The detrimental influence of cardiovascular (CV) risk and obesity on grey matter volume impacts males a decade earlier than females, a recent UK study has found.

Data from the UK Biobank database was utilized to analyze the influence of CV risk as well as abdominal fat and visceral obesity on neurodegeneration among different age groups in 34,425 participants (15,885 males) between the ages of 45 and 82 years. T1-weighted MRI brain scans and abdominal MRI scans of the participants were used for the study. [J Neurol Neurosurg Psychiatry 2024;doi:10.1136/jnnp-2024-333675]

The Framingham risk score, which provides a sex-specific risk prediction algorithm, was utilized as a marker of CV risk to investigate the relationship with neurodegeneration, as indicated by the association with grey matter volume. Voxel-based morphometry (VBM), a neuroimaging technique that enables detection of changes in brain volume through voxelwise statistical evaluation of multiple brain images, was conducted on all T1-weighted MRI scans to perform voxel-level analysis between CV risk and brain atrophy. Abdominal subcutaneous adipose tissue and visceral adipose tissue volumes were obtained using MRI, the gold standard of measuring body fat composition. In addition, visceral and subcutaneous fat measurements were used to provide a reliable marker of obesity and apolipoprotein E (APOE) genotype to assess whether the presence of ε4 allele modulates the relationship between CV risk and neurodegeneration.

The strongest influence of CV risk and obesity on neurodegeneration was observed at the ages of 55–74 years in males and 65–74 years in females. The results demonstrated that high CV risk and obesity predispose older adults to gradual loss of brain volume across cortical regions over several decades, occurring in a bell-shaped manner over time. The detrimental impact of CV risk was widespread throughout cortical regions, highlighting how CV risk can impair a range of cognitive functions. 

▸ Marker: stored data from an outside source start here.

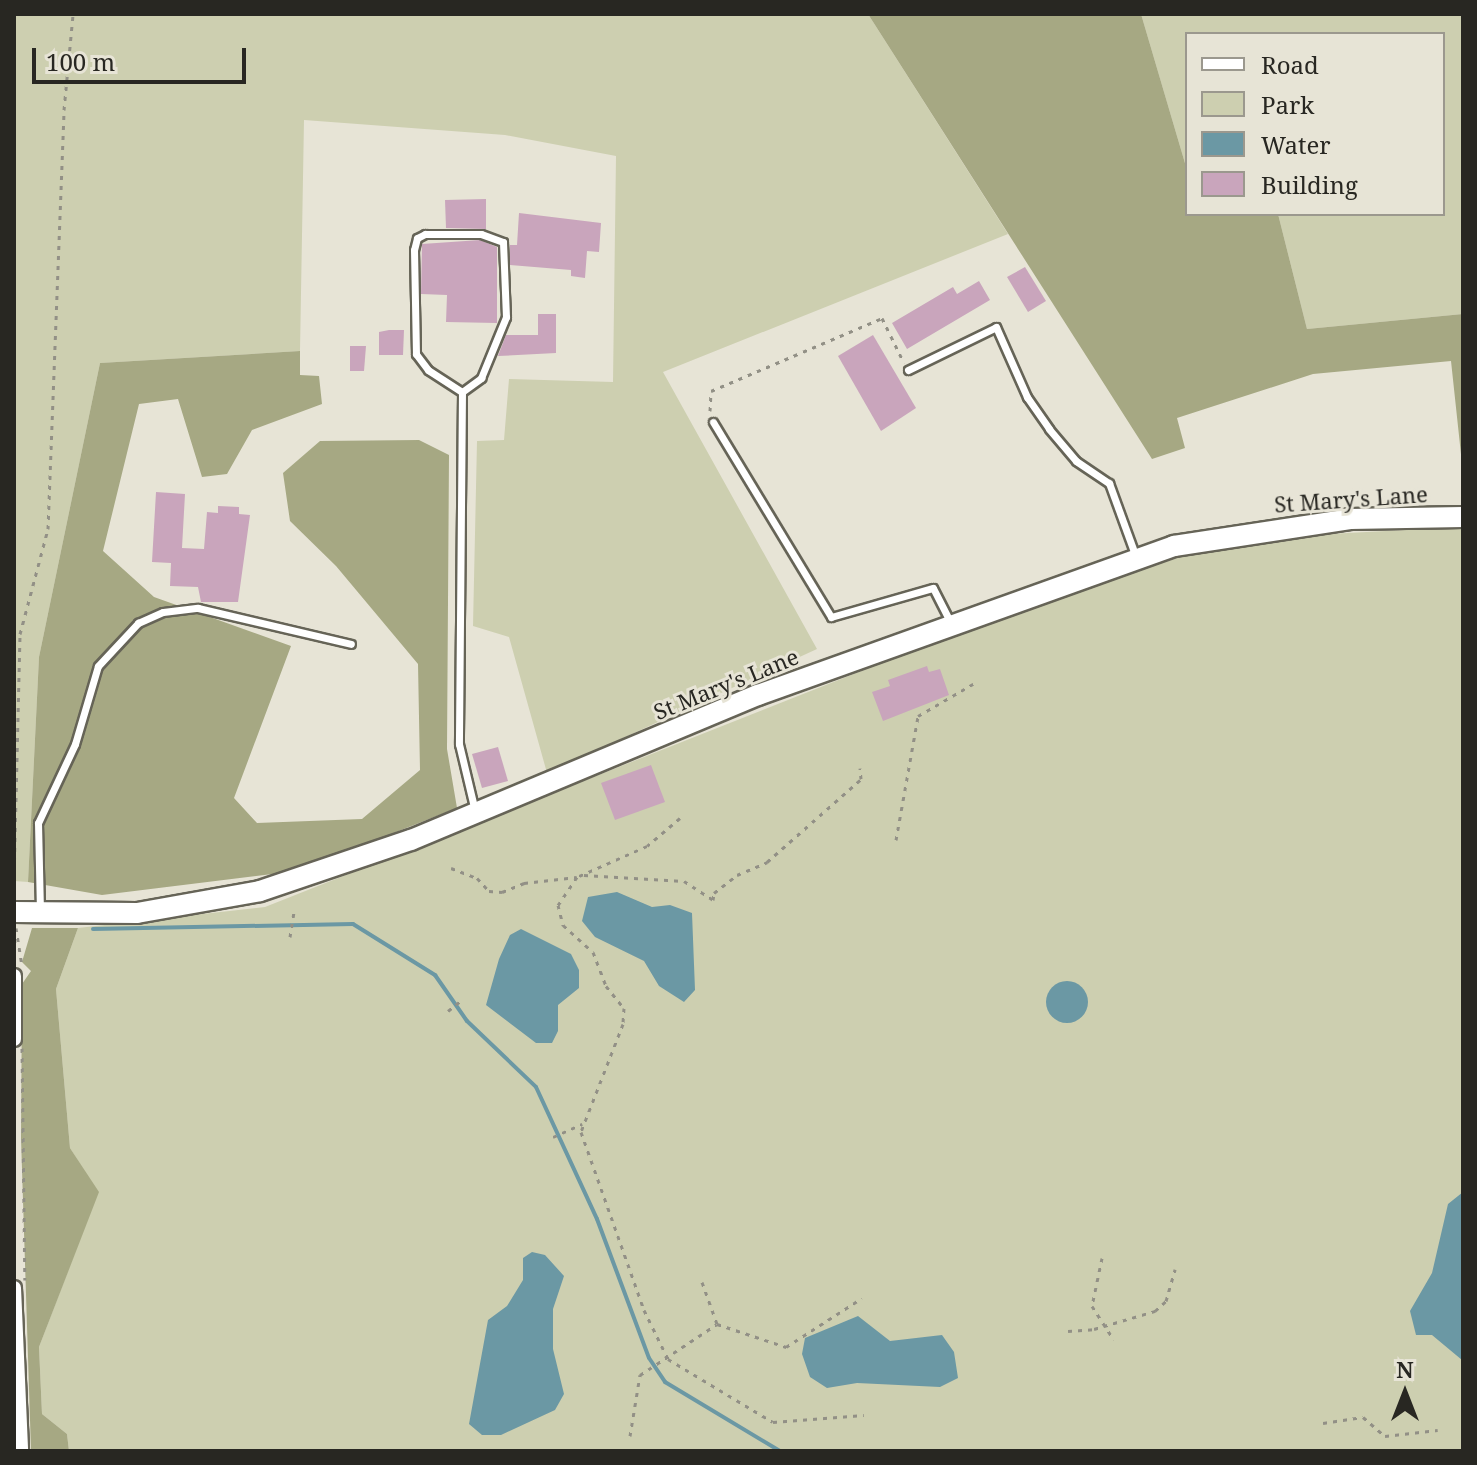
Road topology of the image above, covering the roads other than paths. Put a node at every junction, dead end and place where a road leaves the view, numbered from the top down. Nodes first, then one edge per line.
1 (908, 370) road end
2 (462, 392) junction
3 (713, 422) road end
4 (1463, 517) edge
5 (1136, 557) junction
6 (951, 624) junction
7 (351, 644) dead end
8 (476, 814) junction
9 (40, 913) junction
10 (14, 915) edge
11 (18, 976) edge
12 (18, 1038) edge
13 (19, 1285) edge
14 (21, 1451) edge

1 - 5 lane
2 - 2 lane
2 - 8 lane
3 - 6 lane
4 - 5 main road, St Mary's Lane
5 - 6 main road, St Mary's Lane
6 - 8 main road, St Mary's Lane
7 - 9 lane
8 - 9 main road, St Mary's Lane
9 - 10 main road, St Mary's Lane
11 - 12 street
13 - 14 street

Prominent effects were identified in temporal lobe structures, regions affected early in Alzheimer’s disease pathogenesis. This highlights the risk of memory impairments and Alzheimer’s disease development in those with greater CV risk.

Several possible mechanistic pathways which may mediate the detrimental impact of CV risk on brain health were postulated. These include increased amyloid-β (main component of senile plaques in patients with Alzheimer’s disease) production associated with increased cholesterol levels, hypertension-induced oxidative stress on cerebrovasculature, and aberrant inflammatory response induced by dysregulated endocrine homeostasis in obesity and disrupted insulin signalling in diabetes.

The authors thus concluded that aggressively addressing CV risk and obesity a decade earlier in males than females may be imperative to achieve a therapeutic benefit in preventing neurodegeneration and cognitive decline.